Exercise
Which lines of the records below contain the word "Rosso"? Report each of them in full.

Start of Data to process

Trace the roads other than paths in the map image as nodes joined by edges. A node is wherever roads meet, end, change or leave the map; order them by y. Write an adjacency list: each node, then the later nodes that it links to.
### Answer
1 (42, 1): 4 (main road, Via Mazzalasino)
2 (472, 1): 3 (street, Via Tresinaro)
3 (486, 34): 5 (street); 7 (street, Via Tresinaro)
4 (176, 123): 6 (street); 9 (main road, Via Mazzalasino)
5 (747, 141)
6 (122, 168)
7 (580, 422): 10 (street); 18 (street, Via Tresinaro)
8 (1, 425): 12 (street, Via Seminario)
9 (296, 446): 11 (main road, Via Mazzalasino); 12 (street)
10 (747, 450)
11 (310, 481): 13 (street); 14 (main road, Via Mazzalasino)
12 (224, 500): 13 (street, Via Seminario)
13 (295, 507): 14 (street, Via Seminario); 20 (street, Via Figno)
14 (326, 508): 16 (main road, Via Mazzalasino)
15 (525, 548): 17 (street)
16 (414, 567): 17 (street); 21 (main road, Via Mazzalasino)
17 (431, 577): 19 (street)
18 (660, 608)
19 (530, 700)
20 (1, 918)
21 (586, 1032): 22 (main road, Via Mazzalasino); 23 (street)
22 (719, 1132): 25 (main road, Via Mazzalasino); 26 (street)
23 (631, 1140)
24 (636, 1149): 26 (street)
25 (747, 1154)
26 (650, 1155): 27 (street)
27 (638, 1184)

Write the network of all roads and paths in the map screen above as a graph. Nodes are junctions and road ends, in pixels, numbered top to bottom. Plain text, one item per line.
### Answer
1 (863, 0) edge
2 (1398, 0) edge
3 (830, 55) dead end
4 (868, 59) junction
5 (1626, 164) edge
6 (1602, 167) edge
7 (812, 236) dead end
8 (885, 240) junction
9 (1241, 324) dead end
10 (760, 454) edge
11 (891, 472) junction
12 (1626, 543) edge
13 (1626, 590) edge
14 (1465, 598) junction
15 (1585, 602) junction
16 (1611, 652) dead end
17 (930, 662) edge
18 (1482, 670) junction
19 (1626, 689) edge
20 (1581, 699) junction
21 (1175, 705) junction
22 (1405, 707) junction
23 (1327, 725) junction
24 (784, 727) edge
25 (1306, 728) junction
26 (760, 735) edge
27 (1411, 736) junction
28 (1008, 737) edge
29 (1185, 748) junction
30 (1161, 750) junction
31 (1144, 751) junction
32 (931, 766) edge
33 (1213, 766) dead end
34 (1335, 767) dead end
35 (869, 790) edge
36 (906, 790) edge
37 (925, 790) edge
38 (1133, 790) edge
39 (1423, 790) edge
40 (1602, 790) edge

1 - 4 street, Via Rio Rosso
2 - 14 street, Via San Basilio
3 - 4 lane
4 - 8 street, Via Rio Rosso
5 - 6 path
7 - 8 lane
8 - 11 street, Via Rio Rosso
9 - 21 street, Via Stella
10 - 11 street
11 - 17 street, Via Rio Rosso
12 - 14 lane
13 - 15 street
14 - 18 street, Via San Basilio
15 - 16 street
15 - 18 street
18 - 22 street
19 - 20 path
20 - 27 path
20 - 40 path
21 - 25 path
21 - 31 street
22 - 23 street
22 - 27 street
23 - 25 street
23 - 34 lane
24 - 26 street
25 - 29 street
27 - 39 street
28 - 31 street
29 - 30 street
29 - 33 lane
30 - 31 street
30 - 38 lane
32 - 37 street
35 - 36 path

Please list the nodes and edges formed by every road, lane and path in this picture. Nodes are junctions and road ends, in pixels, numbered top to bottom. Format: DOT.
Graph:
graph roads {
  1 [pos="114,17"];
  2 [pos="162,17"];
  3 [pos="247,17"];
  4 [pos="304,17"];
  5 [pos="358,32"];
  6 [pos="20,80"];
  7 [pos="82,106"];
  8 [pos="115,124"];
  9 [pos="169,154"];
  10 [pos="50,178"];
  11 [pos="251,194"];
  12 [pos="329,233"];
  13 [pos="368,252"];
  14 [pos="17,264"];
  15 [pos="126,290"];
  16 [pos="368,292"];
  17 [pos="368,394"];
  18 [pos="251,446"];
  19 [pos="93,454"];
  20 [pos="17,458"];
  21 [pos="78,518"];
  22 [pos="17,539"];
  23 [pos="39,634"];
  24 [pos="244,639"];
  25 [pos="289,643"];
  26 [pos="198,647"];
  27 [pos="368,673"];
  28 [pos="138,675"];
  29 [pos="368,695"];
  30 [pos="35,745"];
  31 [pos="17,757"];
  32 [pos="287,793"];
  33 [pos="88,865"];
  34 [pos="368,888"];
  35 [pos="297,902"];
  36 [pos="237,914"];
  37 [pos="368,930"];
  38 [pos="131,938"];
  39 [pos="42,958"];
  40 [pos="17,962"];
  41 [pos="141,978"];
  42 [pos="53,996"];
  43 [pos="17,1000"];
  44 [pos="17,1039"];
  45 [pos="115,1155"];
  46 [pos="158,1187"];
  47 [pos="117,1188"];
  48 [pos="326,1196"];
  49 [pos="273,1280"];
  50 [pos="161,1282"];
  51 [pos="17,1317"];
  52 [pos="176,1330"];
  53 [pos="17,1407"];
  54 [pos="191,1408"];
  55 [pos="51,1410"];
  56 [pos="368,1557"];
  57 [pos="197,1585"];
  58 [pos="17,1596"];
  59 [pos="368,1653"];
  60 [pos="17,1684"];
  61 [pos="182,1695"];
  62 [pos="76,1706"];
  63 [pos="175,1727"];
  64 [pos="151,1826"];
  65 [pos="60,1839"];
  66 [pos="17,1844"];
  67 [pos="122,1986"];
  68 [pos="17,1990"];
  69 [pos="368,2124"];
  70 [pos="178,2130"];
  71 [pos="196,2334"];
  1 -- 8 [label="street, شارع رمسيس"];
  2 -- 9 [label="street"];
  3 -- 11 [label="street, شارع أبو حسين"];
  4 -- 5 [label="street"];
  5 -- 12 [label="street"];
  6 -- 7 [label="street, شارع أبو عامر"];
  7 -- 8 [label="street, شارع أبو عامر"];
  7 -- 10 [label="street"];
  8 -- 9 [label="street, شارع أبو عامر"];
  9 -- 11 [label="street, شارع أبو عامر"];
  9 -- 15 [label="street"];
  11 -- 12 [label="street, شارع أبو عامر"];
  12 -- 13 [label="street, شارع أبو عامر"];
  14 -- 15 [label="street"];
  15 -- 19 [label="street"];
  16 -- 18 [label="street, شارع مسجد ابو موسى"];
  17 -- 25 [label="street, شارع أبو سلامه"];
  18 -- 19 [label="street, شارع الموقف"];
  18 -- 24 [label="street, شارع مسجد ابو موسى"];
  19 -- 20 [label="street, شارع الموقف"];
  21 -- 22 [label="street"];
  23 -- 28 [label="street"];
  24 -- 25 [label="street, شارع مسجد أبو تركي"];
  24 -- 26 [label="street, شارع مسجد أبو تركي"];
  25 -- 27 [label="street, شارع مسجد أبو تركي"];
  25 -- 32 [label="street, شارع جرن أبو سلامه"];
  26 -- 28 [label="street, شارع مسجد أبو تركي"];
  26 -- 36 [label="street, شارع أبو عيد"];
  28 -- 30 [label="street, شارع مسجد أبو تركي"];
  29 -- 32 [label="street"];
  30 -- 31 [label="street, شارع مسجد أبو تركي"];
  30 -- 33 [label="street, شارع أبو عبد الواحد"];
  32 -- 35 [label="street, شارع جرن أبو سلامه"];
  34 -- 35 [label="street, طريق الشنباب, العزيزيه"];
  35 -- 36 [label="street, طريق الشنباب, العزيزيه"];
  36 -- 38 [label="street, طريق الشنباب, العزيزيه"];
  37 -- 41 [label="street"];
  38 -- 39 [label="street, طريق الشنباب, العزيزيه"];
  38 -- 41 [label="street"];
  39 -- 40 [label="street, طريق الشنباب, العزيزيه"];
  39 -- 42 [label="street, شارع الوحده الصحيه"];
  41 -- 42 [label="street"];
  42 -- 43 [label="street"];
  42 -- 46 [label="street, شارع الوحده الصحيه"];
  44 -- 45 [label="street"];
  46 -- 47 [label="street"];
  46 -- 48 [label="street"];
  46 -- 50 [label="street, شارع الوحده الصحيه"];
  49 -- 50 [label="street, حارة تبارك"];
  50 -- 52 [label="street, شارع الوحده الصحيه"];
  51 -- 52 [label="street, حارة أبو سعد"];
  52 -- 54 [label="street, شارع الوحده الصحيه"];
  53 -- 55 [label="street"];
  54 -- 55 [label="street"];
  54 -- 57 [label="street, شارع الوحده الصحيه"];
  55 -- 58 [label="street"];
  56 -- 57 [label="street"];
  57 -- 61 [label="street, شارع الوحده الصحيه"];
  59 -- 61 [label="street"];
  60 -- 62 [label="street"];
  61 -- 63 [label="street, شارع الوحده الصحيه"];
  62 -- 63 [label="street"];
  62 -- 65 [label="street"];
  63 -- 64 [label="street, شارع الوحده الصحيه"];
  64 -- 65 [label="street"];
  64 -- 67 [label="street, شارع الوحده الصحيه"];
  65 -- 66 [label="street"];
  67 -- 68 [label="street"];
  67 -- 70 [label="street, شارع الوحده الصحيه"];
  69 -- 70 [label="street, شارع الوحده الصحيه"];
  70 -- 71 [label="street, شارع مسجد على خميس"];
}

End of Data to process

Response
1 - 4 street, Via Rio Rosso
4 - 8 street, Via Rio Rosso
8 - 11 street, Via Rio Rosso
11 - 17 street, Via Rio Rosso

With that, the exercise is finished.